Zones typically define the root-level folder hierarchies in a data lake container. Zones do not always need to reside in the same physical data lake and could also reside as separate filesystems, storage accounts, or even in different subscriptions. Multiple storage accounts in different subscriptions may be a good idea for large throughput requirements exceeding a request rate of 20,000 per second. The figure below illustrates the typical zones within a Data Lake and their purpose. Modern Data Lakehouse platforms follow a Medallion style design wherein the bronze zone is a raw storage layer that contains data sourced from various on-premises and cloud-based systems. It is segregated by source system, dataset, and time-based (e.g., Year, Month, Day) hierarchies. It serves as the Enterprise's Landing Zone. Similarly, the silver zone contains data that is sanitized, enhanced, and staged for further analysis. For example, this can include the de-sensitization of PII data and the deduplication of raw data from the bronze zone. Lastly, the gold zone contains transformed, aggregated, and modeled data processed from the silver zone. For example, this zone can include Facts and Dimensions and typically stores data ready for consumption by end users. Organizations introduce a variety of other zones as needed and dependant on the use case. We will explore the design of these and other zones in a later section.

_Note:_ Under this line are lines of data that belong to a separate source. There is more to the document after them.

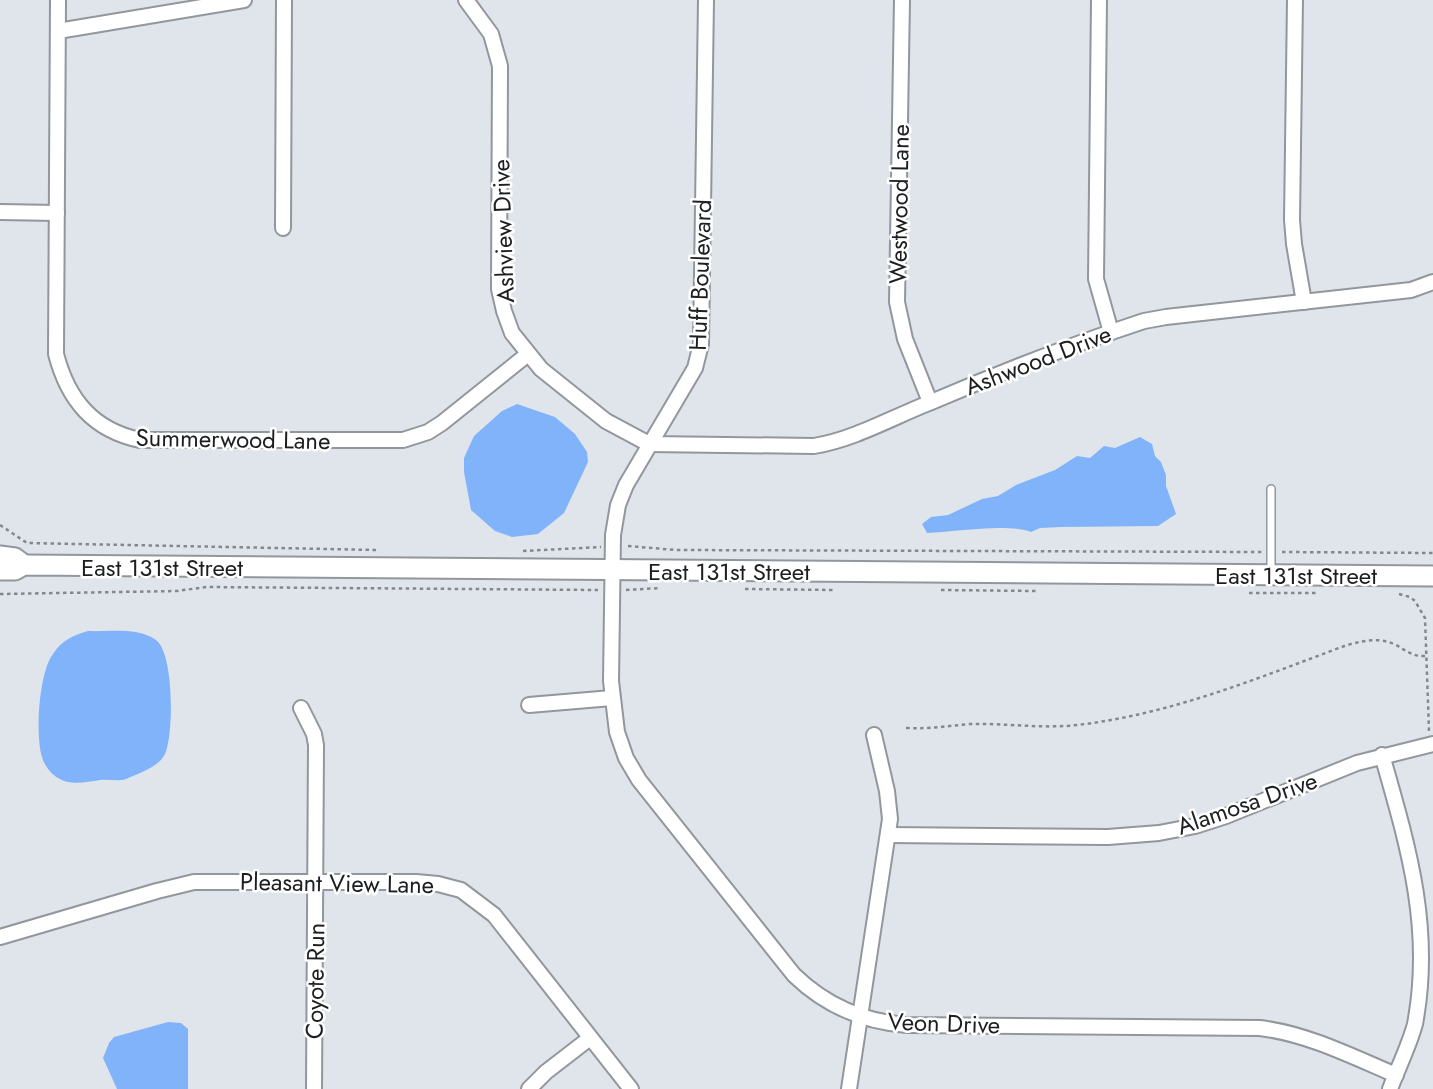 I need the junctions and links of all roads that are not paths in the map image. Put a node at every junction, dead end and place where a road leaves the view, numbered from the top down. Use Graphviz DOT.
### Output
graph roads {
  1 [pos="58,0"];
  2 [pos="244,0"];
  3 [pos="284,0"];
  4 [pos="466,0"];
  5 [pos="706,0"];
  6 [pos="902,0"];
  7 [pos="1099,0"];
  8 [pos="1295,0"];
  9 [pos="58,31"];
  10 [pos="0,212"];
  11 [pos="57,213"];
  12 [pos="283,229"];
  13 [pos="1433,282"];
  14 [pos="1304,302"];
  15 [pos="1111,332"];
  16 [pos="528,354"];
  17 [pos="930,402"];
  18 [pos="649,444"];
  19 [pos="1272,489"];
  20 [pos="0,556"];
  21 [pos="24,565"];
  22 [pos="0,570"];
  23 [pos="613,570"];
  24 [pos="1271,575"];
  25 [pos="1433,576"];
  26 [pos="612,698"];
  27 [pos="529,705"];
  28 [pos="301,708"];
  29 [pos="874,735"];
  30 [pos="1432,744"];
  31 [pos="1382,755"];
  32 [pos="888,835"];
  33 [pos="316,882"];
  34 [pos="0,937"];
  35 [pos="860,1016"];
  36 [pos="590,1038"];
  37 [pos="1396,1075"];
  38 [pos="314,1089"];
  39 [pos="529,1089"];
  40 [pos="631,1089"];
  41 [pos="849,1089"];
  42 [pos="1390,1089"];
  1 -- 9 [label="street, Summerwood Lane"];
  2 -- 9 [label="street"];
  3 -- 12 [label="street"];
  4 -- 16 [label="street, Ashview Drive"];
  5 -- 18 [label="street, Huff Boulevard"];
  6 -- 17 [label="street, Westwood Lane"];
  7 -- 15 [label="street"];
  8 -- 14 [label="street"];
  9 -- 11 [label="street, Summerwood Lane"];
  10 -- 11 [label="street"];
  11 -- 16 [label="street, Summerwood Lane"];
  13 -- 14 [label="street, Ashwood Drive"];
  14 -- 15 [label="street, Ashwood Drive"];
  15 -- 17 [label="street, Ashwood Drive"];
  16 -- 18 [label="street, Ashview Drive"];
  17 -- 18 [label="street, Ashwood Drive"];
  18 -- 23 [label="street, Huff Boulevard"];
  19 -- 24 [label="lane"];
  20 -- 21 [label="street, East 131st Street"];
  21 -- 22 [label="street, East 131st Street"];
  21 -- 23 [label="street, East 131st Street"];
  23 -- 24 [label="street, East 131st Street"];
  23 -- 26 [label="street, Veon Drive"];
  24 -- 25 [label="street, East 131st Street"];
  26 -- 27 [label="street"];
  26 -- 35 [label="street, Veon Drive"];
  28 -- 33 [label="street, Coyote Run"];
  29 -- 32 [label="street"];
  30 -- 31 [label="street, Alamosa Drive"];
  31 -- 32 [label="street, Alamosa Drive"];
  31 -- 37 [label="street"];
  32 -- 35 [label="street"];
  33 -- 34 [label="street, Pleasant View Lane"];
  33 -- 36 [label="street, Pleasant View Lane"];
  33 -- 38 [label="street, Coyote Run"];
  35 -- 37 [label="street, Veon Drive"];
  35 -- 41 [label="street"];
  36 -- 39 [label="street"];
  36 -- 40 [label="street, Pleasant View Lane"];
  37 -- 42 [label="street"];
}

There are several options for storing and managing data within a Data Lake. Since the underlying storage of the lake is essentially object-oriented, folder and file hierarchical structures can be defined in many unique ways to meet the specific use cases of the organization, the customers, and their departmental or program-specific use cases. The figure below illustrates some of these options. Zones can be defined by multiple folders in a container, as shown in Option 1. Alternatively, zones can be scoped at the container level by multiple containers within a storage account, as shown in Option 2. Finally, zones can also be defined by multiple storage accounts, as shown in Option 3.

DataLakeManagement Lakehouse data management, hierarchy options

Bronze Zone

The Bronze Zone serves the purpose of storing vast quantities, varieties and velocities of raw data. This data can be batch, streaming, structured, un-structures, or semi-structured. The figure below shows a sample naming convention and hierarchical folder and file structure for designing a high-quality Bronze Zone. Notice that the naming conventions adhere to good design patterns, the dates reside within the lower levels of the folder structure, and the file name contains a timestamp.